LIHUE — When it comes to walking on busy streets, Kauai kupuna say they err on the side of caution.
“I feel safe, but I always swivel my head back and forth several times before I cross the street. You can’t take anything for granted, especially with the younger kids on the road who don’t know how to drive yet,” said Joel Lawson.
Lawson, who just moved into the Kanikoo senior housing off Rice Street, said he walks regularly to the Lihue Plaza to go to Rob’s Good Time Grill.
“I walk to Rob’s a lot,” he said. “But when I need to cross the street, I always look both ways more than once.”
Hawaii was recently ranked as the most dangerous state for pedestrians over 65, according to the National Complete Streets Coalition.
The study found that between 2005 and 2014, over 250 people were killed in Hawaii as a result of pedestrian-involved wrecks. Of that total, 42.2 percent of the fatalities were seniors.
Following the report, Sen. Brian Schatz called for improvements to the safety of roads in Hawaii and across the country.
“Too many people in Hawaii, particularly seniors, are being killed or injured every year just walking along our streets,” he said.
Hawaii is followed by Vermont, New Hampshire, Massachusetts and New York as the most dangerous states for senior pedestrians.
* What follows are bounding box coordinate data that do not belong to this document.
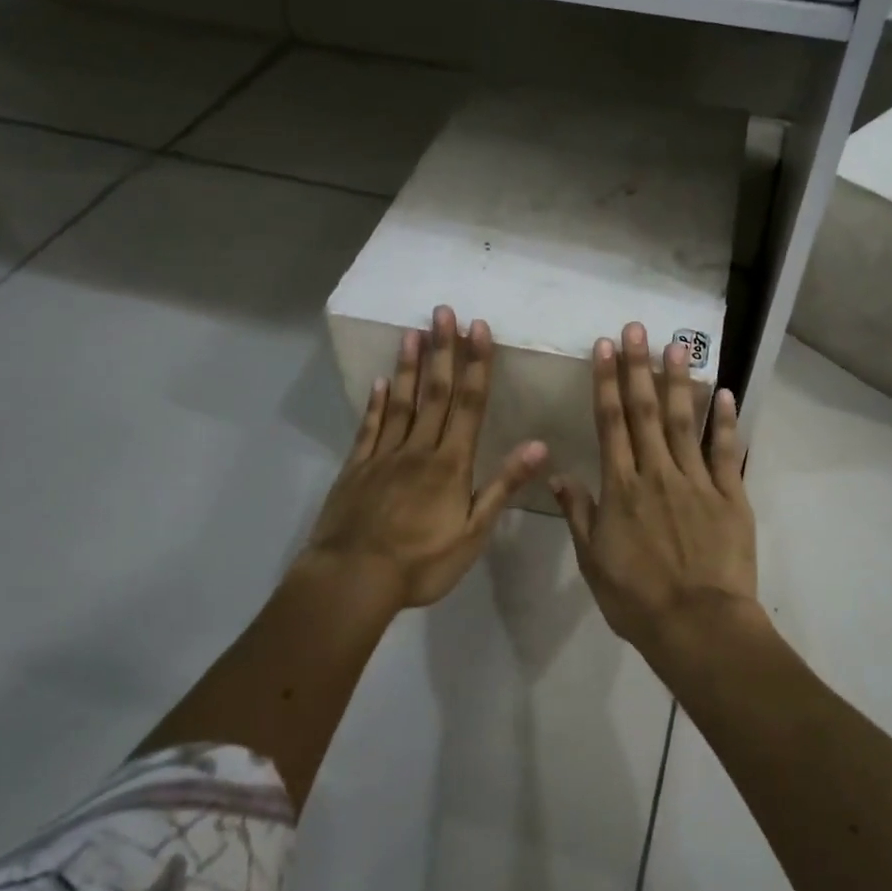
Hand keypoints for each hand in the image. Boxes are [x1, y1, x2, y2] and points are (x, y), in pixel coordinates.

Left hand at [305, 306, 546, 609]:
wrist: (353, 578)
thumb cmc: (420, 562)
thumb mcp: (473, 533)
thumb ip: (503, 486)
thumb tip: (538, 445)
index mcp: (451, 463)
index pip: (469, 405)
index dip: (476, 365)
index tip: (478, 329)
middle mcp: (419, 449)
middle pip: (435, 393)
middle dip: (442, 351)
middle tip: (443, 312)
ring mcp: (384, 456)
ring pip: (401, 402)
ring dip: (409, 366)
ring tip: (413, 332)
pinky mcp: (356, 468)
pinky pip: (369, 428)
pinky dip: (376, 402)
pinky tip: (381, 381)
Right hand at [551, 322, 761, 655]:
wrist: (697, 625)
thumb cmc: (637, 599)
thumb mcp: (593, 561)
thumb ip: (579, 513)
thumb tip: (558, 475)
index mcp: (620, 488)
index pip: (610, 423)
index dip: (605, 382)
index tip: (604, 348)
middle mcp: (656, 473)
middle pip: (646, 411)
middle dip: (638, 367)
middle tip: (638, 328)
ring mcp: (696, 481)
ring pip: (686, 421)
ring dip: (680, 381)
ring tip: (678, 345)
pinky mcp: (730, 496)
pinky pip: (726, 451)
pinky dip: (727, 422)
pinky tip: (727, 392)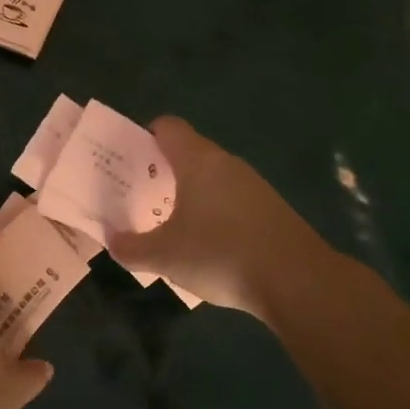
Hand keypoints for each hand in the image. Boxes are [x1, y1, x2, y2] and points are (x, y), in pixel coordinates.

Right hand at [105, 116, 326, 319]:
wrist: (297, 281)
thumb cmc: (219, 253)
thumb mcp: (164, 256)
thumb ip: (131, 247)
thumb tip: (113, 240)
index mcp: (197, 161)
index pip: (168, 127)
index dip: (145, 138)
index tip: (130, 164)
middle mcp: (226, 164)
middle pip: (189, 153)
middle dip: (163, 172)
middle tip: (141, 198)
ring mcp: (254, 185)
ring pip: (212, 179)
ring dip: (190, 196)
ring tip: (170, 226)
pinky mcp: (271, 210)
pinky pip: (232, 201)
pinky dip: (215, 214)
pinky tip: (208, 247)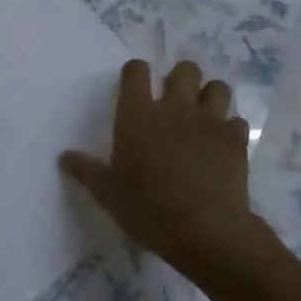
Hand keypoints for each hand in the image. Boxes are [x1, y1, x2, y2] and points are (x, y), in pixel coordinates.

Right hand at [61, 59, 257, 270]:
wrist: (205, 230)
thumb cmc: (148, 208)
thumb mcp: (108, 193)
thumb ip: (86, 170)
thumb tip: (64, 156)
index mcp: (138, 114)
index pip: (136, 72)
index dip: (136, 72)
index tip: (135, 84)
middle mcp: (174, 107)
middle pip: (185, 70)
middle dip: (181, 79)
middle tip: (174, 101)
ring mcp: (209, 121)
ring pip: (217, 87)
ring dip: (210, 96)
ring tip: (203, 115)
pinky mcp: (235, 140)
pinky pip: (236, 120)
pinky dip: (230, 128)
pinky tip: (222, 144)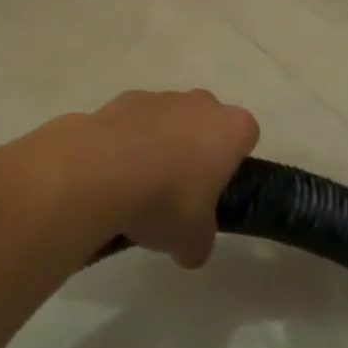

In 2013, the Kauai County Council unanimously passed the Complete Streets bill, which sets guidelines for developers to include multi-modal transportation principles in subdivisions for pedestrians, bicyclists, public transit and motorized vehicles.
Most recently, the county received a $13 million Transportation Investment Generating Economic Recovery, or TIGER, grant from the U.S. Department of Transportation. The grant will be used to revitalize the Lihue Town Core and make the town a walkable, bikeable community.
The county is also partnering with Wilcox Hospital and Kauai Path on its Alert Today, Alive Tomorrow campaign, which lists safety tips for drivers and pedestrians.
Tips for drivers include slowing down, avoiding distractions and passing bicyclists safely. Tips for pedestrians include using crosswalks and being visible by wearing bright and reflective colors.
Addison Bulosan, who rides his bike to work at The Specific Chiropractic Center in Lihue, said the best way to improve conditions for pedestrians is to add more pedestrians.
“This is not a pedestrian-friendly place,” he said. “If you look at Kapaa, where there are a lot of pedestrians, motorists become more aware of them and slow down. You want to make motorists more aware of pedestrians.”
He also said motorists should take a “pedestrian class.”
“We have a couple of bubble questions when you take the driver’s test, but how many people actually remember those questions?” he said.
Lawai resident Nancy Sato said it can be scary to cross Rice Street by the U.S. Post Office and the Kauai Museum.
“It’s a double lane of cars each way, so it’s hard to judge if someone is going to stop,” she said.
But Luana Ruggiero said she feels safe walking along Rice Street.
“I’m from New York City; I’m used to it,” she said.
She said pedestrians are responsible for their own safety when they decide to walk along the road.
“You have to open your eyeballs and take responsibility,” she said. “You have to be alert and never take anything for granted.”